There’s an almost-certainly apocryphal story that one of the young men Jones buried was a son (sometimes a nephew) of his former owner, but there’s no need to add to the truth: John Jones set a standard for charity and kindness that few of us can claim to match.

He’s buried over in the civilian section of Woodlawn, near Mark Twain, with a quote that says, “The moment you resolve injustice, nothing can hinder you to show others the way.”

 

Pearls Before Swine (AMS) put it differently, but John Jones set the standard, and we could sure use a few more people like him today.

 

“You used to break the law,” she said, and he turned to look at her, sitting next to him on the wagon box.
But he didn’t say anything, so she spoke up again. “What you did was against the law, putting slaves on the trains to Canada.”
“Did you want to ask me a question about that?” he asked.
Betsy thought a moment. “I guess not,” she replied, but after they driven along a little further, she got up her nerve again. “How many people do you figure knew what you were doing?”
“Besides the people I was doing it with? I truly don’t know,” he admitted. “I tried to be quiet about it, so people could pretend they didn’t know, if that was what they wanted to do. What they needed to do. But I guess most of the town probably knew at least some of it.”
“I guess if they thought it was so wrong, somebody would have told on you.”
“That seems likely,” he said.
“They probably talked about it, among themselves.”
“I suppose they probably did,” he agreed.
Betsy looked across to the low mountains on the other side of the Chemung River, all red and yellow with autumn leaves. “How much did you worry about it?”
John Jones shrugged. “About people talking about it, or about somebody getting me arrested for it?”
“Both.”
“Not a bit.” He raised his hands slightly towards his chest, tightening the knot of reins in his hands and bringing the horses to a halt at Mrs. Baxter’s house.

 

11 thoughts on “CSotD: Remembrance

  1. Thanks for this, Mike. Jerry Orbach’s obituary appeared on the same page in the Chicago Tribune as that of my father, both gone 17 years this December. Dad served in Europe just after WW2, in a peacekeeping mission to hold the border between Italy and Yugoslavia until the Italian army could take over. He was one of the youngest officers in the cavalry due to a special program the Army implemented, a decision he regarded as a terrible mistake. Thanks for your service, Dad. Certainly the people of Gorizia, Italy appreciate it, too.

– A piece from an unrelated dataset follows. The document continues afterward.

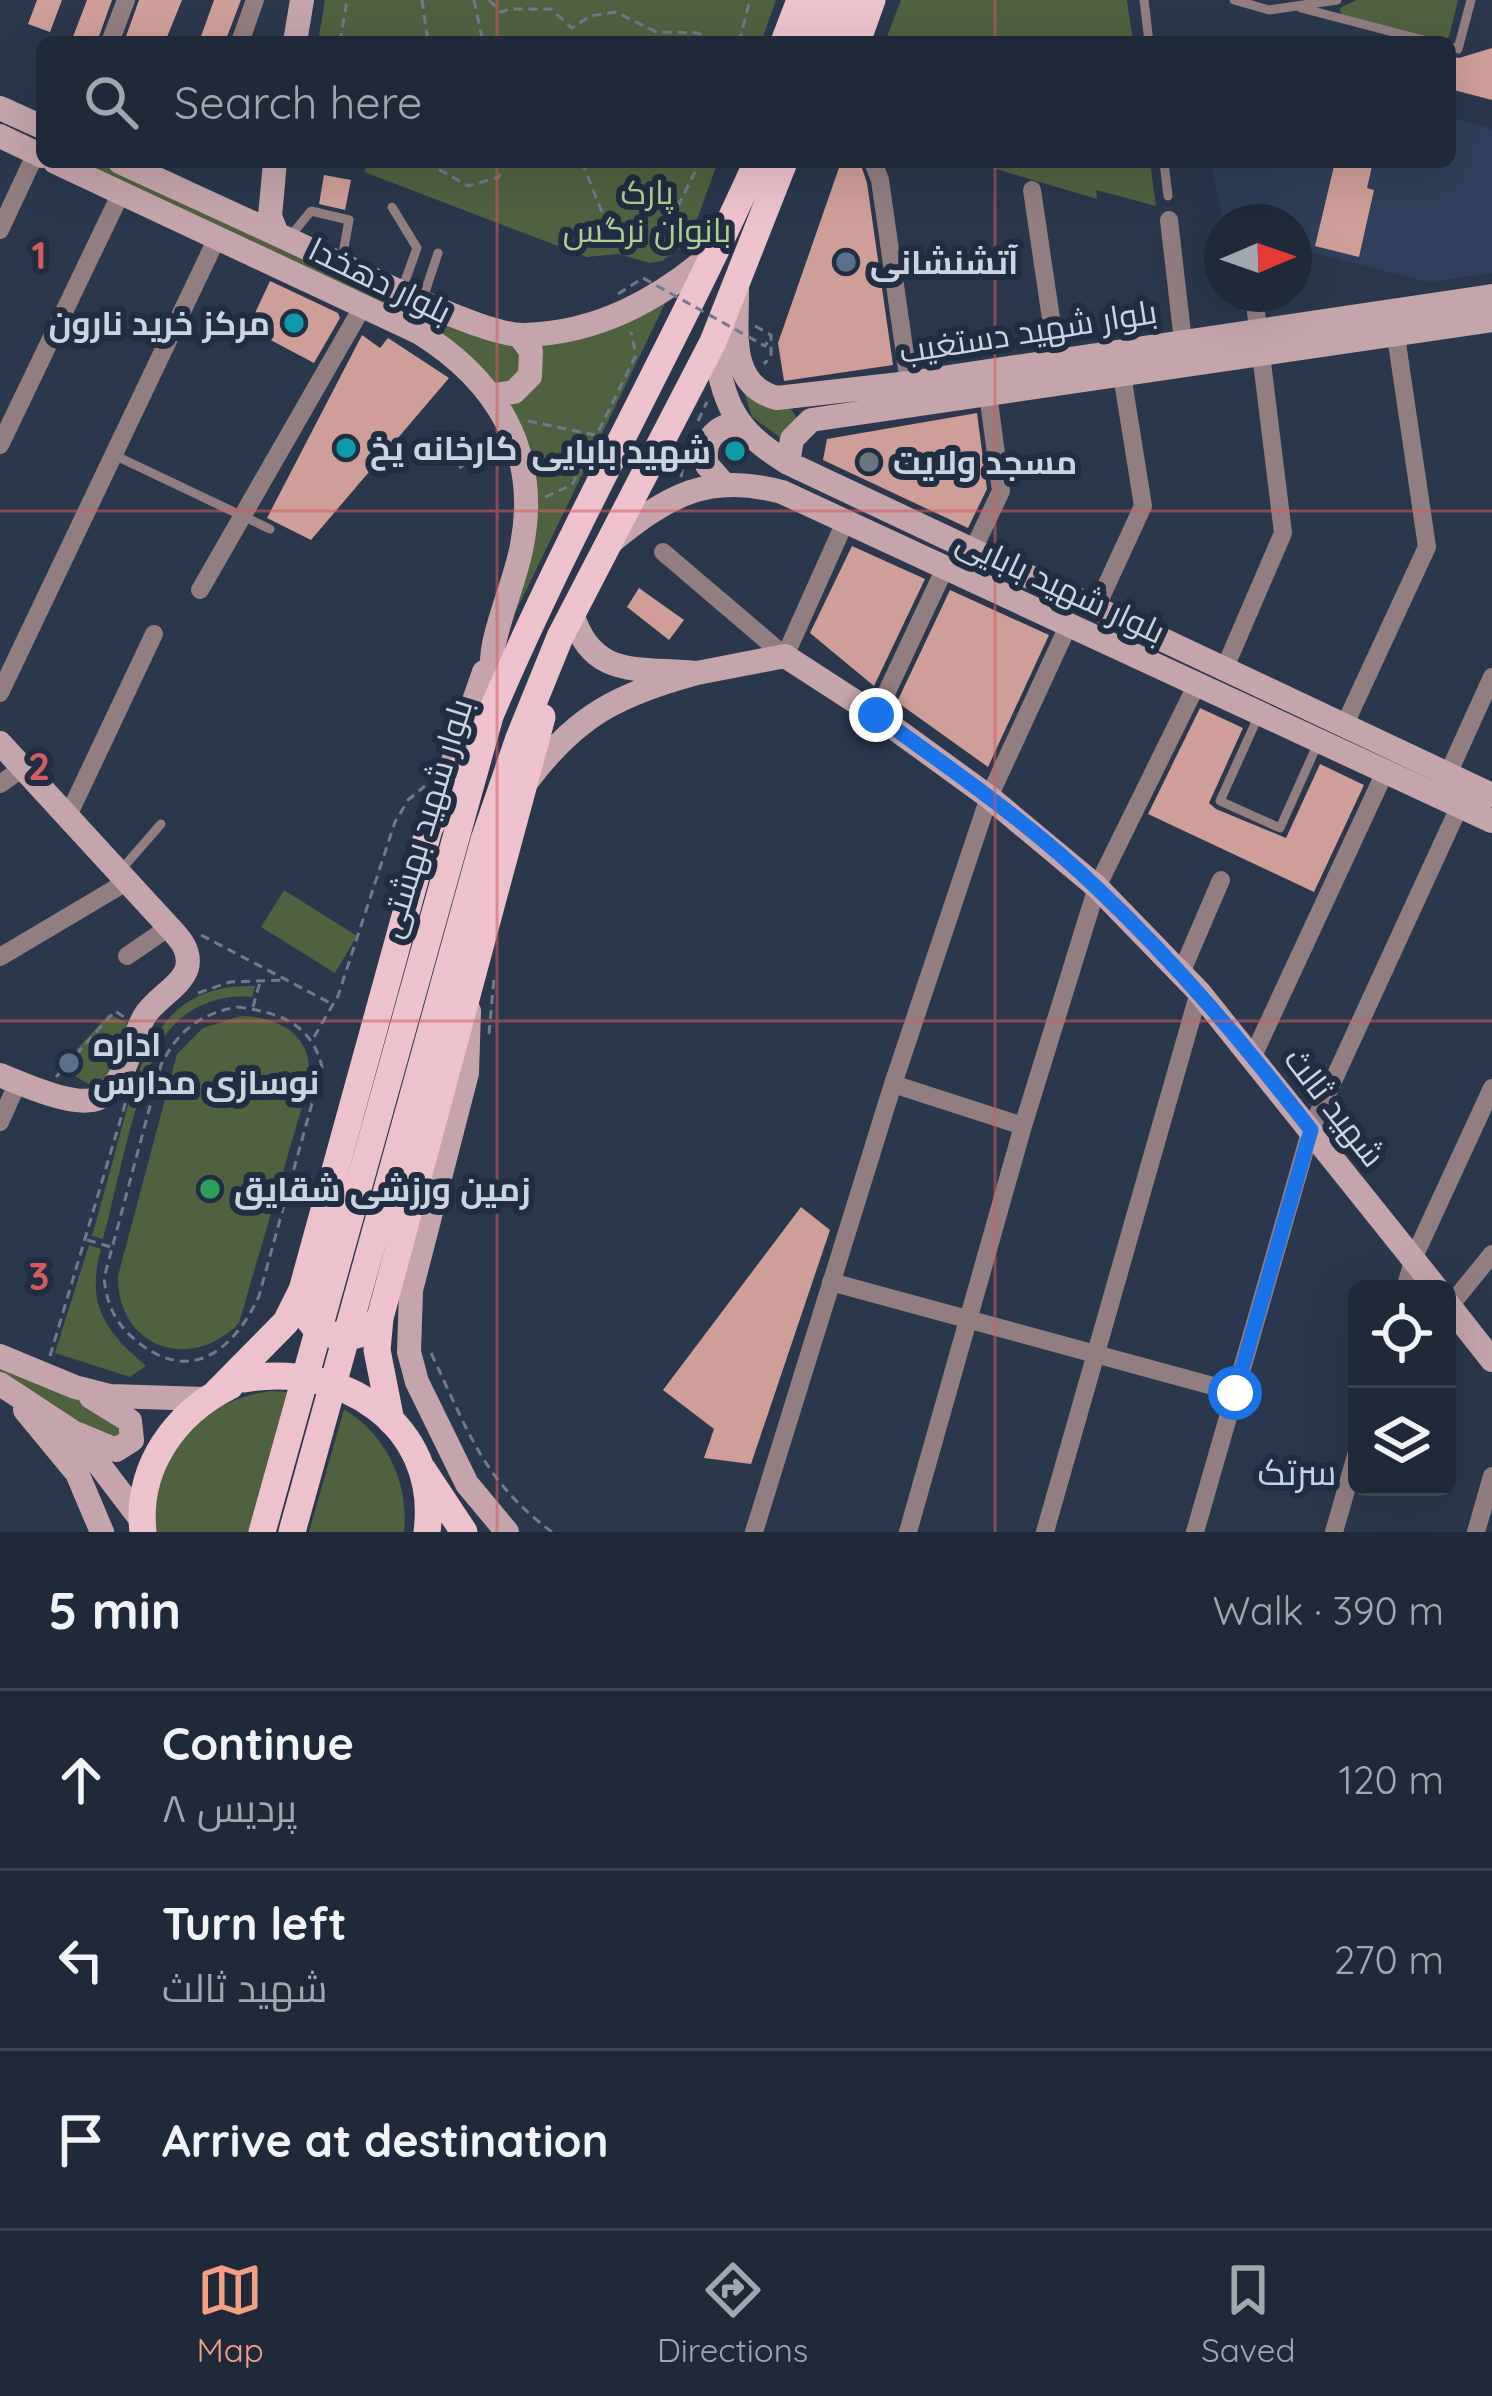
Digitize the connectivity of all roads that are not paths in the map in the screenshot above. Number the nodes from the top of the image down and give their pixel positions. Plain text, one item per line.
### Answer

  2. When I was in a production of The Andersonville Trial, I learned that one of my paternal distant relations had spent time in the stockade. That was when I learned that Elmira was the Andersonville of the North, but that’s about all I learned then.

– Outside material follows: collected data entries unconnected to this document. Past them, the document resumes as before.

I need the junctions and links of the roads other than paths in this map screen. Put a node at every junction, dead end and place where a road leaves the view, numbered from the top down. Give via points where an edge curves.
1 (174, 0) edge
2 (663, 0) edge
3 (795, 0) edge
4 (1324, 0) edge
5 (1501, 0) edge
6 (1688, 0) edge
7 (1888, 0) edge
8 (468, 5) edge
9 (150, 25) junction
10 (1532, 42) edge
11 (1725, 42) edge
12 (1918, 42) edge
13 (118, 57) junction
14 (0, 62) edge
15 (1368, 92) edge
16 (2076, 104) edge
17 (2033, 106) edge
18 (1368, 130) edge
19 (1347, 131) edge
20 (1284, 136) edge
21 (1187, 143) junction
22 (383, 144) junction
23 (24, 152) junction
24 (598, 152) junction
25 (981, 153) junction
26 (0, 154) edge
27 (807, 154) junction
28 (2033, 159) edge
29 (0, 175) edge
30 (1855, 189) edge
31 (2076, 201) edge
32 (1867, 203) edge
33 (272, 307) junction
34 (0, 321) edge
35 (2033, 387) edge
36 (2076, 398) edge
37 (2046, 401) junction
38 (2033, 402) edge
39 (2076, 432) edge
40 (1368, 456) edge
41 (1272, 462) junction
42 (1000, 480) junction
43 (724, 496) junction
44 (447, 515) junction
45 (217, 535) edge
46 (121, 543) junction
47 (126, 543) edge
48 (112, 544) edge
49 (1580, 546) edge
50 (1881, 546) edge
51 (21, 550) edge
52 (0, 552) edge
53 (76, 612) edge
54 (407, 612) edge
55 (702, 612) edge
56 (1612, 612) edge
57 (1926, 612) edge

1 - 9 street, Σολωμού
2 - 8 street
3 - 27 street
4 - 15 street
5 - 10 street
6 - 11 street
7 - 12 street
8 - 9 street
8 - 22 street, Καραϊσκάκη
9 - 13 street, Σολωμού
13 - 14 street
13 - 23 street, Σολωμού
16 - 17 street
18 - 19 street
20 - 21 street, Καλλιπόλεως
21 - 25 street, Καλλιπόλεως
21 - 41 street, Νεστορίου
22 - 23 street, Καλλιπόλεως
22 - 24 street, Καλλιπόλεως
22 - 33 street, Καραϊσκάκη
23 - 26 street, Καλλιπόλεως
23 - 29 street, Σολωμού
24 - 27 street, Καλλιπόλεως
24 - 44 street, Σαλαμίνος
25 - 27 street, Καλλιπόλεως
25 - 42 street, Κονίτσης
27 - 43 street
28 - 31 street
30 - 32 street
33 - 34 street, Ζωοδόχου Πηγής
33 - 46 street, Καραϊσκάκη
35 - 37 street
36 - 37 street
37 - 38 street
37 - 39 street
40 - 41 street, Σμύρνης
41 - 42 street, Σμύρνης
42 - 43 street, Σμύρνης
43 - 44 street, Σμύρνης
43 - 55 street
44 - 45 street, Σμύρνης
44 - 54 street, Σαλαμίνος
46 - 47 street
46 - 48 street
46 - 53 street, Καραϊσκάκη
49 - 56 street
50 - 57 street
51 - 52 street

  3. There were a lot of deaths at Elmira, but many of those people were nearly at the end of their ropes when they arrived. Having researched it at some length, I suspect the “Hellmira” thing is an attempt at Lost Cause whataboutism.

    Elmira had many flaws, most of them bureaucratic. Andersonville seems all but purposeful, though, admittedly, the deteriorating fortunes of the Confederacy likely contributed to the abysmal neglect there.

  4. I’d like to read the article. Your link takes me to a graphic that says “I will come home again.” Am I missing something here?

    Not surprised to hear that the sesesh might have exaggerated Elmira’s crimes, if any. I ended up with some sympathy for Wirz, thanks to the miracle of play-writing, and the trivia fact that the presiding judge wrote BEN-HUR.